Spark任务提交源码分析
用户端执行
以下是一个以spark on yarn Cluster模式提交命令,本系列文章所有分析都是基于spark on yarn Cluster模式,spark版本:2.4.0
spark-submit \
--class org.apache.spark.examples.SparkPi \
--master yarn \
--deploy-mode cluster \
--driver-memory 512M \
--executor-memory 512M \
--num-executors 1 \
/opt/cloudera/parcels/CDH/lib/spark/examples/jars/spark-examples_2.11-2.4.0-cdh6.3.2.jar
spark-submit是一个shell脚本,其内容如下:
if [ -z "${SPARK_HOME}" ]; then
source "$(dirname "$0")"/find-spark-home
fi
# disable randomized hash for string in Python 3.3+
export PYTHONHASHSEED=0
exec "${SPARK_HOME}"/bin/spark-class org.apache.spark.deploy.SparkSubmit "$@"
spark-submit提交的参数最终都会通过exec命令调用org.apache.spark.deploy.SparkSubmit传入。
SparkSubmit类
main方法
SparkSubmit的main方法在其伴生类中,源码简略版如下:
override def main(args: Array[String]): Unit = {
val submit = new SparkSubmit() {
self =>
override protected def parseArguments(args: Array[String]): SparkSubmitArguments = {
...
}
override protected def logInfo(msg: => String): Unit = printMessage(msg)
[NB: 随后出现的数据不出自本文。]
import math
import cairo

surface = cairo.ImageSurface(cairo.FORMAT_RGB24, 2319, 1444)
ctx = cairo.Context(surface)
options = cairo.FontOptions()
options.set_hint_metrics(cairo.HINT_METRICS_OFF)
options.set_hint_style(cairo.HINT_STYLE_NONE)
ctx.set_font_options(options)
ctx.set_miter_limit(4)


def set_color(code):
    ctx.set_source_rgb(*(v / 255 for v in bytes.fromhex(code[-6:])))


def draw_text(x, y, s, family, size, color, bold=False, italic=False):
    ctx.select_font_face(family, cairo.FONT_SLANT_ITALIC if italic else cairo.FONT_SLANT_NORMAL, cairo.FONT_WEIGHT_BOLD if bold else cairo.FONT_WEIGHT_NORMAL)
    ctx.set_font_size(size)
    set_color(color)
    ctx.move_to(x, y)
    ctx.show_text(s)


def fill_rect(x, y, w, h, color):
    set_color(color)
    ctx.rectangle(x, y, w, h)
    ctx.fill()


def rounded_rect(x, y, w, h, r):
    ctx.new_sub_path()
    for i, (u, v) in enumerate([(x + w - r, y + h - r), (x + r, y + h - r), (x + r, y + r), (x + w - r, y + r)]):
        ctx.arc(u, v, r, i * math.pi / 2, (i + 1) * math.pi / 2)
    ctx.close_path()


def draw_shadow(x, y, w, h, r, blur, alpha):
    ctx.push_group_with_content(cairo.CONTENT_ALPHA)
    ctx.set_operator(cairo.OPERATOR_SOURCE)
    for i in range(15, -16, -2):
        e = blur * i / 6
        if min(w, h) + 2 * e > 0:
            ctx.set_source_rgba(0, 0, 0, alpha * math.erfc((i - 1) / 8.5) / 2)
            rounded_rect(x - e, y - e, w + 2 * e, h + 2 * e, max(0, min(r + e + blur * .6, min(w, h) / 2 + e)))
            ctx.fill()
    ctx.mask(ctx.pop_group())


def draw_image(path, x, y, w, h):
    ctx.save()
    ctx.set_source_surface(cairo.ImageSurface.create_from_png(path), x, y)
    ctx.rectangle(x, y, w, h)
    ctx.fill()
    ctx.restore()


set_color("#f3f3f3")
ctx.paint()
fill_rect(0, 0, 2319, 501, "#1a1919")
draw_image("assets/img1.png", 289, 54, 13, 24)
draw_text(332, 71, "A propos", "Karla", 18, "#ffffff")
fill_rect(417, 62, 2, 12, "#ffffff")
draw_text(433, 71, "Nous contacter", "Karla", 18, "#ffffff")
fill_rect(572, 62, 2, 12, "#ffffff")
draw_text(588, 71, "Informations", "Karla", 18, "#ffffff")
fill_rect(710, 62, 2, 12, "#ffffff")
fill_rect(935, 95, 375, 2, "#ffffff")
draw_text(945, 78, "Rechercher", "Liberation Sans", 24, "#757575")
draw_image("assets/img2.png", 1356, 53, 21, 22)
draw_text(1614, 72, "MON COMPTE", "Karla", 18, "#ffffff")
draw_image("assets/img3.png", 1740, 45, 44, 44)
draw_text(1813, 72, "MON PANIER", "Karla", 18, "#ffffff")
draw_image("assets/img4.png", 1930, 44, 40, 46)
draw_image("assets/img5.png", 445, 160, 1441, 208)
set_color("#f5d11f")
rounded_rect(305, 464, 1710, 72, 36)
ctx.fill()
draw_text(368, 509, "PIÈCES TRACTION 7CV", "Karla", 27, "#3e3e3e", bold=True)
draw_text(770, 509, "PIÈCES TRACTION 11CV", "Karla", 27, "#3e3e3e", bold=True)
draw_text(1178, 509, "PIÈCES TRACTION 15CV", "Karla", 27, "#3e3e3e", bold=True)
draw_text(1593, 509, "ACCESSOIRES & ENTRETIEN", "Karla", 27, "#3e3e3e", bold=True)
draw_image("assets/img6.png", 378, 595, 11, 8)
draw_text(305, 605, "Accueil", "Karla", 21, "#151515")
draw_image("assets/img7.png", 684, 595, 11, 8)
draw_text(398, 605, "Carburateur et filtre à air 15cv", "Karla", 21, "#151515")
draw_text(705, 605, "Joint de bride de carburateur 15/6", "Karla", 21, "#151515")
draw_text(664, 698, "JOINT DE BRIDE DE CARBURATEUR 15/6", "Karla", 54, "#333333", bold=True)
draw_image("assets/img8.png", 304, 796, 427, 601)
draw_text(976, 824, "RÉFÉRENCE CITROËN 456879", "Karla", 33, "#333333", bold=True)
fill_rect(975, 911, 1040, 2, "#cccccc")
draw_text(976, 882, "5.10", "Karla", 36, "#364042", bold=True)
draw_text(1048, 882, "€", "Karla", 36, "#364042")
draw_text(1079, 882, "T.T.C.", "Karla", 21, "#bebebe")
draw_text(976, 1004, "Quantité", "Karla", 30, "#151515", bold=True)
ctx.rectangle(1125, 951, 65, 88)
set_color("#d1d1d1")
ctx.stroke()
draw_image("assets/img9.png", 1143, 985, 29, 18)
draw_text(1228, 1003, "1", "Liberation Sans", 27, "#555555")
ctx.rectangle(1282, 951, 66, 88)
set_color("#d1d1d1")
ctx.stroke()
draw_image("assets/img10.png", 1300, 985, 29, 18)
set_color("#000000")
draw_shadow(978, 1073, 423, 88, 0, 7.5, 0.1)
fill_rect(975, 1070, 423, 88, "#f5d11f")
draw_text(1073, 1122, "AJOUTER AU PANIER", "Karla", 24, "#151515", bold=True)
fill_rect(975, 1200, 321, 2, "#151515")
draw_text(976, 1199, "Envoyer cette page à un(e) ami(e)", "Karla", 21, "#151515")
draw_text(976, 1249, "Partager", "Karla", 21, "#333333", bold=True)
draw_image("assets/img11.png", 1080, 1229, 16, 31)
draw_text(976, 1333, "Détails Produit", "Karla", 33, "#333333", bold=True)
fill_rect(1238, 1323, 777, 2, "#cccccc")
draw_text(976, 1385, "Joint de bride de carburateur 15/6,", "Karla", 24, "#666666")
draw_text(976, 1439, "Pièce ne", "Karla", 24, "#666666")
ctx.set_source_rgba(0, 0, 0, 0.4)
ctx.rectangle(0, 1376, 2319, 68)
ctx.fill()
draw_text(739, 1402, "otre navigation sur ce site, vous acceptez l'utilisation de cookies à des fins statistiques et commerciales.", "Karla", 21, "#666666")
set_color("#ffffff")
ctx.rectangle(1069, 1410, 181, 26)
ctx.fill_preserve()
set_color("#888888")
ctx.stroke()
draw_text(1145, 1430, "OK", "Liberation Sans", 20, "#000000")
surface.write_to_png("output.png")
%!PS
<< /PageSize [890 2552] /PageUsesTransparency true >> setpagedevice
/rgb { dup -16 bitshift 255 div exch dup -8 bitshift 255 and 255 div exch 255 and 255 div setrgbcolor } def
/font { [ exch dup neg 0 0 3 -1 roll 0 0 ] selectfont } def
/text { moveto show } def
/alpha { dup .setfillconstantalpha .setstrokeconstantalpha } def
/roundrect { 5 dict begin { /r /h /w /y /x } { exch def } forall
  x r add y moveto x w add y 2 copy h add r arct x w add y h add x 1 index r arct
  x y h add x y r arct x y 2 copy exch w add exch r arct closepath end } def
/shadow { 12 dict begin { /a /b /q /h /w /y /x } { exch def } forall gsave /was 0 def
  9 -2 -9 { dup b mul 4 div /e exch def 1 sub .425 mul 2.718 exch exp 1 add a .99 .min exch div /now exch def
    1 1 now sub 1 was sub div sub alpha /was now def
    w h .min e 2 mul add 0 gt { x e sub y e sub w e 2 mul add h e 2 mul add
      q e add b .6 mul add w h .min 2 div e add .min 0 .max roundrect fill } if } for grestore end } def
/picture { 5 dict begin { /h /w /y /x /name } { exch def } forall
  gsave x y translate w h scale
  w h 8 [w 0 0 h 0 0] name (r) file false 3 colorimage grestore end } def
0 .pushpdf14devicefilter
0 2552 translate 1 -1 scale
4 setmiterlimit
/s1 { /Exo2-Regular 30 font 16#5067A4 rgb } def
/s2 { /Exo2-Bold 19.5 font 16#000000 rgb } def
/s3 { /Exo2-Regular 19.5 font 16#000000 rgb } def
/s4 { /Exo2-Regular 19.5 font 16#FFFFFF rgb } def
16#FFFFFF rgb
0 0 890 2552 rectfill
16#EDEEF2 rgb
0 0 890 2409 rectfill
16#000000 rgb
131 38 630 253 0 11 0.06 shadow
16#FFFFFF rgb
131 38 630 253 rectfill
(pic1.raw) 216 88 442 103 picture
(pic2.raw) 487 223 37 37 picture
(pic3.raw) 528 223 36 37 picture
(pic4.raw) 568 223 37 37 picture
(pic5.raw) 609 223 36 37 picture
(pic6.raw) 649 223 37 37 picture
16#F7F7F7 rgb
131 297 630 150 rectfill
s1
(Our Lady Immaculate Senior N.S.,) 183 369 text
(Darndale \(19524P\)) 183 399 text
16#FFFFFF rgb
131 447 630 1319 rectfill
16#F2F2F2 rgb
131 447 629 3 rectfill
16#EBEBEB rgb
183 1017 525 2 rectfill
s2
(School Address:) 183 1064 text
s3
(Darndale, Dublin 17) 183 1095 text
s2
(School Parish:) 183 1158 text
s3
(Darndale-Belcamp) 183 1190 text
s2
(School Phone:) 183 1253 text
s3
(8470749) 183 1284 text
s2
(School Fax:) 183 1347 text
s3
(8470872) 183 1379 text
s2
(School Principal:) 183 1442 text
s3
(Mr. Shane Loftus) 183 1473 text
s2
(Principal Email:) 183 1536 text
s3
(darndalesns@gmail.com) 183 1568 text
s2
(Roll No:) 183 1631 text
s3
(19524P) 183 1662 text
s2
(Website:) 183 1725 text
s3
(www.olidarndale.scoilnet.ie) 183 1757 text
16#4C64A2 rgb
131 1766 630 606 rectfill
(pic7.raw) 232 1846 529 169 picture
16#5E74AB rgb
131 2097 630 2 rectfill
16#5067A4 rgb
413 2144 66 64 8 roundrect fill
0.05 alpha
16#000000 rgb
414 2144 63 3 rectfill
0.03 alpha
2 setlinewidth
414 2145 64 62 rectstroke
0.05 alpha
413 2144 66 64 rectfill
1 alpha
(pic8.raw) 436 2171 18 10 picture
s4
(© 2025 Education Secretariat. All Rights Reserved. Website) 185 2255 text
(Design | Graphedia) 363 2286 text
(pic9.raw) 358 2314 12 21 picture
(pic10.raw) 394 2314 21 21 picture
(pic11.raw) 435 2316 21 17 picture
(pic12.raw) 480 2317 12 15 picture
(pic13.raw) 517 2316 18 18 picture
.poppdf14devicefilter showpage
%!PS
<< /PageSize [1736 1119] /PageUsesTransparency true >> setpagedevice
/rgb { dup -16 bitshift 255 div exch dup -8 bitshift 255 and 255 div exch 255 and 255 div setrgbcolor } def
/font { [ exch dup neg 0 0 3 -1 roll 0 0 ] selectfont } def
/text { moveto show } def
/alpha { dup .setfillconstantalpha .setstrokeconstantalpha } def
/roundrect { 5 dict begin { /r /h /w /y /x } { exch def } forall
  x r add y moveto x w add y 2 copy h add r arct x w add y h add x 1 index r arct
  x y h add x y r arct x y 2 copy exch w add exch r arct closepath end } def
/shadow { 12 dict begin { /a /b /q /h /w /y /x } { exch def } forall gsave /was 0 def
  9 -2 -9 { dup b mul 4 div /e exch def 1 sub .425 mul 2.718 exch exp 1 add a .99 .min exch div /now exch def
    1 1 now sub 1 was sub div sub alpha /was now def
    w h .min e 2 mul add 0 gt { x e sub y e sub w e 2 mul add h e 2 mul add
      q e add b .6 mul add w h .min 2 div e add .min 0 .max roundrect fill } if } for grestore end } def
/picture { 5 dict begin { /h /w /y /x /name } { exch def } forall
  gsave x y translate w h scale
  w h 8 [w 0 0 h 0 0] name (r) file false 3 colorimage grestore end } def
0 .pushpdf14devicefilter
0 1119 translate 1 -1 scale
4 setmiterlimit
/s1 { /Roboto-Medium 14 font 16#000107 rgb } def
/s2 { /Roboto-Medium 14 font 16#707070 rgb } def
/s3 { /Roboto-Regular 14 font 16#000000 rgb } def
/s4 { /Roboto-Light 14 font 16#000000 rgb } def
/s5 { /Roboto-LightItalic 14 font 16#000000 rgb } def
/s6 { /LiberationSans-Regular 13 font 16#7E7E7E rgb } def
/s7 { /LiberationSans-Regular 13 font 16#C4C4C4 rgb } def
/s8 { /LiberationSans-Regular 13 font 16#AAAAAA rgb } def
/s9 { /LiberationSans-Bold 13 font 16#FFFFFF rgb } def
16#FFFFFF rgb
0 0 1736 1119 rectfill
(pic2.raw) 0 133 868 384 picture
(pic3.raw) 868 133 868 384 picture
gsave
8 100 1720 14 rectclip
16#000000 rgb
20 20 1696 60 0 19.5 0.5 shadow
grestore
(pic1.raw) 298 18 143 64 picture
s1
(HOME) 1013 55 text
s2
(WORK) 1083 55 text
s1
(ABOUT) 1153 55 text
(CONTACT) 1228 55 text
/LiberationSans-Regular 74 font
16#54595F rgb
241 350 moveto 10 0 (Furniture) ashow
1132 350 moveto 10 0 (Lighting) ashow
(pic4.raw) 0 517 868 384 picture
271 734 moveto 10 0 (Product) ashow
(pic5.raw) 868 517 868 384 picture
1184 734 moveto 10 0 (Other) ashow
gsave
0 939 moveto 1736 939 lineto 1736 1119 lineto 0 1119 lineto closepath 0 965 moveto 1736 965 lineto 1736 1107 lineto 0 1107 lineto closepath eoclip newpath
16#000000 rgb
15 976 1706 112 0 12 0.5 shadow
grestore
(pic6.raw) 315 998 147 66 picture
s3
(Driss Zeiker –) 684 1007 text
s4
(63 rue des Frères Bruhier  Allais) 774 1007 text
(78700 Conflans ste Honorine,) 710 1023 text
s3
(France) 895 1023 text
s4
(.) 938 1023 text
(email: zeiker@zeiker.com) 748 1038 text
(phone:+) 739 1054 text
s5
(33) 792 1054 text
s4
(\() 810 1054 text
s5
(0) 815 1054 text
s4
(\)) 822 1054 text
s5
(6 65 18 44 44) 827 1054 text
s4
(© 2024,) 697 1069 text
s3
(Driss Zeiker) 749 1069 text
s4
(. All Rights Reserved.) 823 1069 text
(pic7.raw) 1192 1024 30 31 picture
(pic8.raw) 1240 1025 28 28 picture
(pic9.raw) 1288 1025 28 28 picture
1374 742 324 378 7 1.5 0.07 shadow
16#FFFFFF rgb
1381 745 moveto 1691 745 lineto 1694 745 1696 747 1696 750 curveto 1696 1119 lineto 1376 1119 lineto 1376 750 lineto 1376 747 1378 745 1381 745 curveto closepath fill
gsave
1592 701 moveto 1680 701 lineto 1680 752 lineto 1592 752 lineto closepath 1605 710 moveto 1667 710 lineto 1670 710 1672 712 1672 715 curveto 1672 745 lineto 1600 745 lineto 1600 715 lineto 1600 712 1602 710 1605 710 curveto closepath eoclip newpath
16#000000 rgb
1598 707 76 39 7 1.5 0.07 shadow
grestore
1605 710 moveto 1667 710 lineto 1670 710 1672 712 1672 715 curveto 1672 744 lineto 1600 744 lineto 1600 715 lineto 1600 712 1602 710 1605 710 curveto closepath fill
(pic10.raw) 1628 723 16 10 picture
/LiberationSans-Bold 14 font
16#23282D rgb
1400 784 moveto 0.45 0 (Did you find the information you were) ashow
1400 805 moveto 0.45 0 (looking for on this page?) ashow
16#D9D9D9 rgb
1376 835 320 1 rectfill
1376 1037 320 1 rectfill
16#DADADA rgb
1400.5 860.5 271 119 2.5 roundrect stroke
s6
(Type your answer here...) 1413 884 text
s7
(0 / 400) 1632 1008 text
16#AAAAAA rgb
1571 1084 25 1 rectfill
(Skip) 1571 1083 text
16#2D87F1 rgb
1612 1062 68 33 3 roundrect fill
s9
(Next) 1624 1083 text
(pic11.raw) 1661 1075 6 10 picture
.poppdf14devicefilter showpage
override protected def logWarning(msg: => String): Unit = printMessage(s"Warning: $msg")
override def doSubmit(args: Array[String]): Unit = {
...
super.doSubmit(args)
...
}
}
submit.doSubmit(args)
}
可以看到,在main方法中,通过调用SparkSubmit类的doSubmit方法实现任务提交的,doSubmit方法如下:
def doSubmit(args: Array[String]): Unit = {
...
val appArgs = parseArguments(args)
...
appArgs.action match {
case SparkSubmitAction.SUBMIT => submit(appArgs, uninitLog)
case SparkSubmitAction.KILL => kill(appArgs)
case SparkSubmitAction.REQUEST_STATUS => requestStatus(appArgs)
case SparkSubmitAction.PRINT_VERSION => printVersion()
}
}
在doSubmit方法中,解析spark-submit命令提交的参数后,通过模式匹配实现不同命令走不同方法的,而我们上面的命令是submit,所以到这里执行的是submit方法。
submit方法
submit源码简略如下:
private def submit(args: SparkSubmitArguments, uninitLog: Boolean): Unit = {
// 参数解析,拿到执行的childMainClass值
val (childArgs, childClasspath, sparkConf, childMainClass) = prepareSubmitEnvironment(args)
def doRunMain(): Unit = {
if (args.proxyUser != null) {
val proxyUser = UserGroupInformation.createProxyUser(args.proxyUser,
UserGroupInformation.getCurrentUser())
try {
proxyUser.doAs(new PrivilegedExceptionAction[Unit]() {
override def run(): Unit = {
// 执行runMain方法
runMain(childArgs, childClasspath, sparkConf, childMainClass, args.verbose)
}
})
} catch {
...
}
} else {
// 执行runMain方法
runMain(childArgs, childClasspath, sparkConf, childMainClass, args.verbose)
}
}
if (args.isStandaloneCluster && args.useRest) {
try {
doRunMain()
} catch {
...
}
} else {
doRunMain()
}
}
可以看到submit方法中,主要是解析用户提交的参数,然后执行doRunMain,通过doRunMain方法执行runMain方法,
这样做的原因是:在执行runMain方法前做了一次判断,判断是不是StandaloneCluster模式,
如果是StandaloneCluster模式,在任务提交时,有两种提交方式,一种是用org.apache.spark.deploy.Client包装后通过传统的rpc方式提交,
另一种是spark1.3以后引入的rest方式提交,而rest方式提交是spark1.3以后StandaloneCluster模式的默认提交方式,
而如果master不支持rest模式则会报错,在这里做了一个判断,在报错后会通过传统rpc的方式去调用。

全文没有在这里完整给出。